▶ **DATA SHOWN**
────────────────────────────────────────

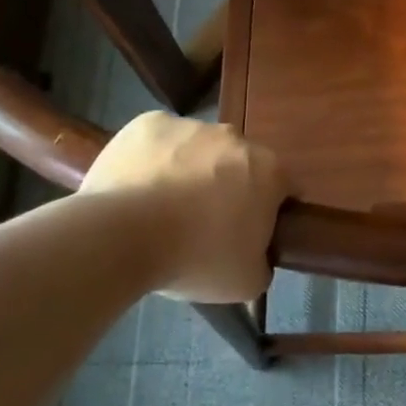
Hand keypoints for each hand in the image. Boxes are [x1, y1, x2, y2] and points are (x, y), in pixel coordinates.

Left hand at [80, 113, 285, 301]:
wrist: (120, 237)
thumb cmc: (195, 258)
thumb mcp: (247, 282)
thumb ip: (263, 262)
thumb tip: (256, 255)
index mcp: (269, 171)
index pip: (285, 188)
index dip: (271, 211)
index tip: (251, 234)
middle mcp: (235, 138)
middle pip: (240, 164)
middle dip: (229, 188)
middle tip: (205, 225)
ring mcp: (190, 126)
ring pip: (198, 150)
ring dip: (191, 172)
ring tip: (163, 209)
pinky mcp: (148, 124)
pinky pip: (160, 142)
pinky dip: (155, 160)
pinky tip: (139, 190)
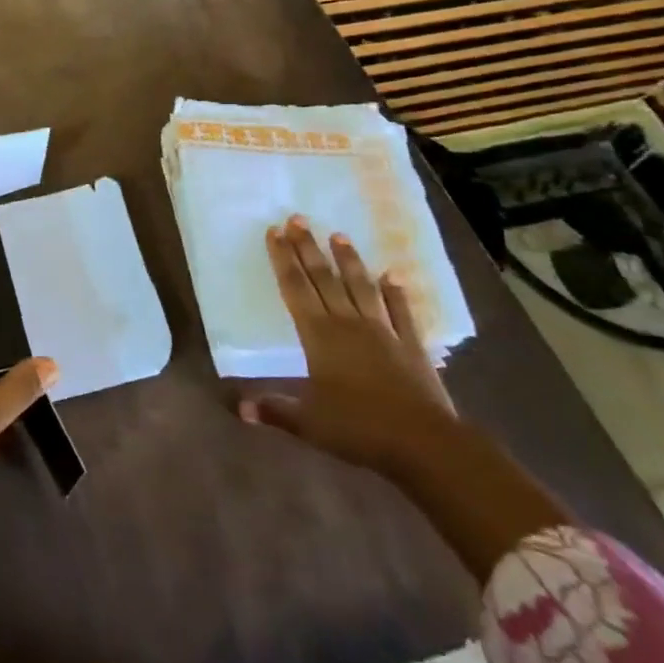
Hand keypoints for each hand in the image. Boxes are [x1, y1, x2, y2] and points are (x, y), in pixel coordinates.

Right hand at [238, 215, 456, 477]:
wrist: (424, 444)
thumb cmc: (359, 429)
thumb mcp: (308, 424)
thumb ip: (274, 410)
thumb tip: (238, 408)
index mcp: (319, 337)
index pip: (295, 289)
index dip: (283, 259)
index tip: (275, 231)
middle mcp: (348, 324)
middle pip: (324, 279)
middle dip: (308, 248)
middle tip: (297, 218)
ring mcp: (383, 332)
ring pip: (360, 287)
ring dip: (348, 260)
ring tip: (338, 234)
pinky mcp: (411, 346)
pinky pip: (401, 312)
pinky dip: (396, 292)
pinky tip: (392, 275)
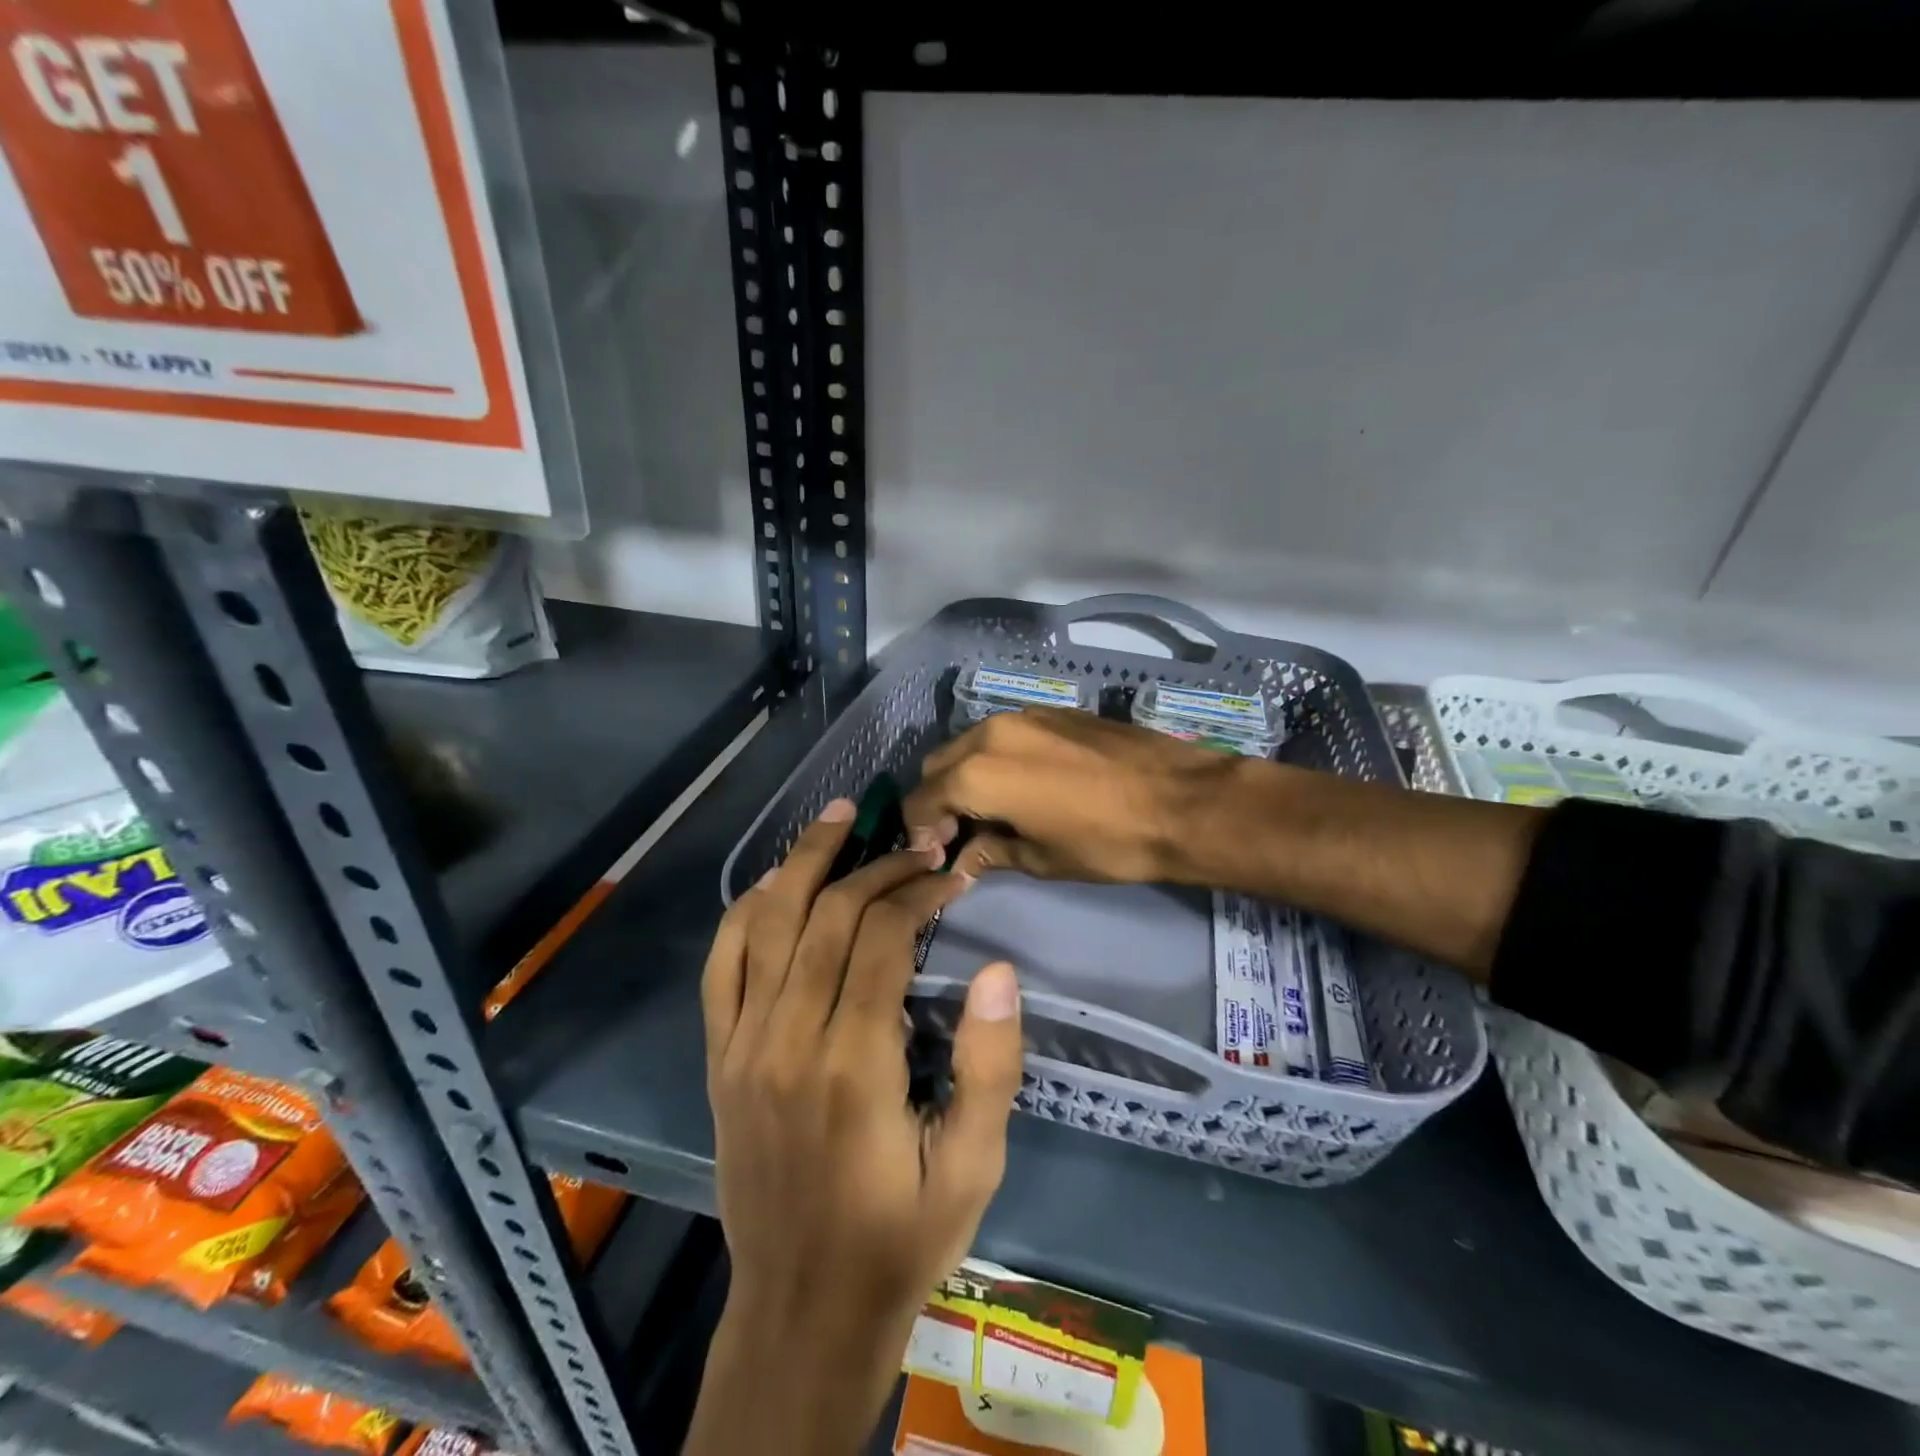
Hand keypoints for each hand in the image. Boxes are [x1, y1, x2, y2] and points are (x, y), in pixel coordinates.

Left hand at [688, 797, 1024, 1455]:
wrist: (802, 1311)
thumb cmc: (901, 1237)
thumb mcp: (974, 1166)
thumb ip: (989, 1066)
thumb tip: (1001, 972)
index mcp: (853, 1066)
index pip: (881, 937)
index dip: (918, 891)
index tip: (951, 874)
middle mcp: (787, 1040)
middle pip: (827, 916)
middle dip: (875, 866)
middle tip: (916, 842)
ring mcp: (742, 1044)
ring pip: (767, 923)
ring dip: (803, 861)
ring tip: (840, 817)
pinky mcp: (719, 1056)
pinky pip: (721, 964)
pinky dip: (745, 911)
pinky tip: (773, 881)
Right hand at [904, 707, 1236, 883]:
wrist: (1183, 801)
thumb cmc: (1107, 842)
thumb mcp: (1041, 859)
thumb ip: (989, 853)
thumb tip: (961, 860)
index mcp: (978, 773)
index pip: (921, 800)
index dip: (919, 833)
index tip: (936, 857)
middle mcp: (989, 733)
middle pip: (938, 765)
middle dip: (938, 801)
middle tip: (959, 836)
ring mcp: (1023, 715)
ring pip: (969, 744)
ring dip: (965, 777)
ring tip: (991, 811)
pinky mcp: (1053, 710)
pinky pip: (1004, 734)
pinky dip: (996, 759)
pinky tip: (1024, 785)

────────────────────────────────────────

▶ **TASK**
Nothing but the lines from the line containing "middle mcp: (348, 324)" through the last line of the listing above should appear, output exactly, with no pictures.

▶ **EXERCISE RESULT**
middle mcp: (348, 324)
middle pip: (324, 279)
middle dip: (308, 248)
middle tip: (297, 218)
ring mcp: (383, 332)
ring pip: (360, 287)
ring dip: (348, 260)
ring tip: (338, 234)
pinky mcp: (411, 346)
pinky pip: (401, 312)
pinky dip: (396, 292)
pinky tip: (392, 275)
Hand keypoints for each hand in the image. Boxes are [x1, y1, x2, y2] and points are (x, y), in pixel coordinates.

Left hand at [688, 797, 1024, 1455]:
wrist: (802, 1311)
thumb cmc: (901, 1237)
thumb mcp: (974, 1166)
thumb ip: (989, 1066)
thumb tip: (1001, 972)
index mcp: (853, 1066)
index pip: (881, 937)
index dip: (918, 891)
index tip: (951, 874)
middle mcp: (787, 1040)
middle pip: (827, 916)
middle dip: (875, 866)
middle tip: (916, 842)
ring mcp: (742, 1044)
ring pip: (767, 923)
ring dip: (803, 861)
ring tip: (840, 817)
pinky mcp: (719, 1056)
pinky pip: (721, 964)
pinky dip: (745, 911)
pinky tip: (773, 881)
Right hand at [904, 707, 1236, 883]:
wrist: (1183, 801)
thumb cmc: (1107, 842)
thumb mcp: (1041, 859)
thumb ip: (989, 853)
thumb tip: (961, 860)
index mcp: (978, 773)
index pip: (921, 800)
index dip: (919, 833)
index tip: (936, 857)
middle mcp: (989, 733)
middle pip: (938, 765)
middle dip: (938, 801)
middle tip: (959, 836)
ring mcp: (1023, 715)
ring pip: (969, 744)
ring dip: (965, 777)
ring tip: (991, 811)
pinky mcp: (1053, 710)
pinky pip: (1004, 734)
pinky dip: (996, 759)
pinky tip: (1024, 785)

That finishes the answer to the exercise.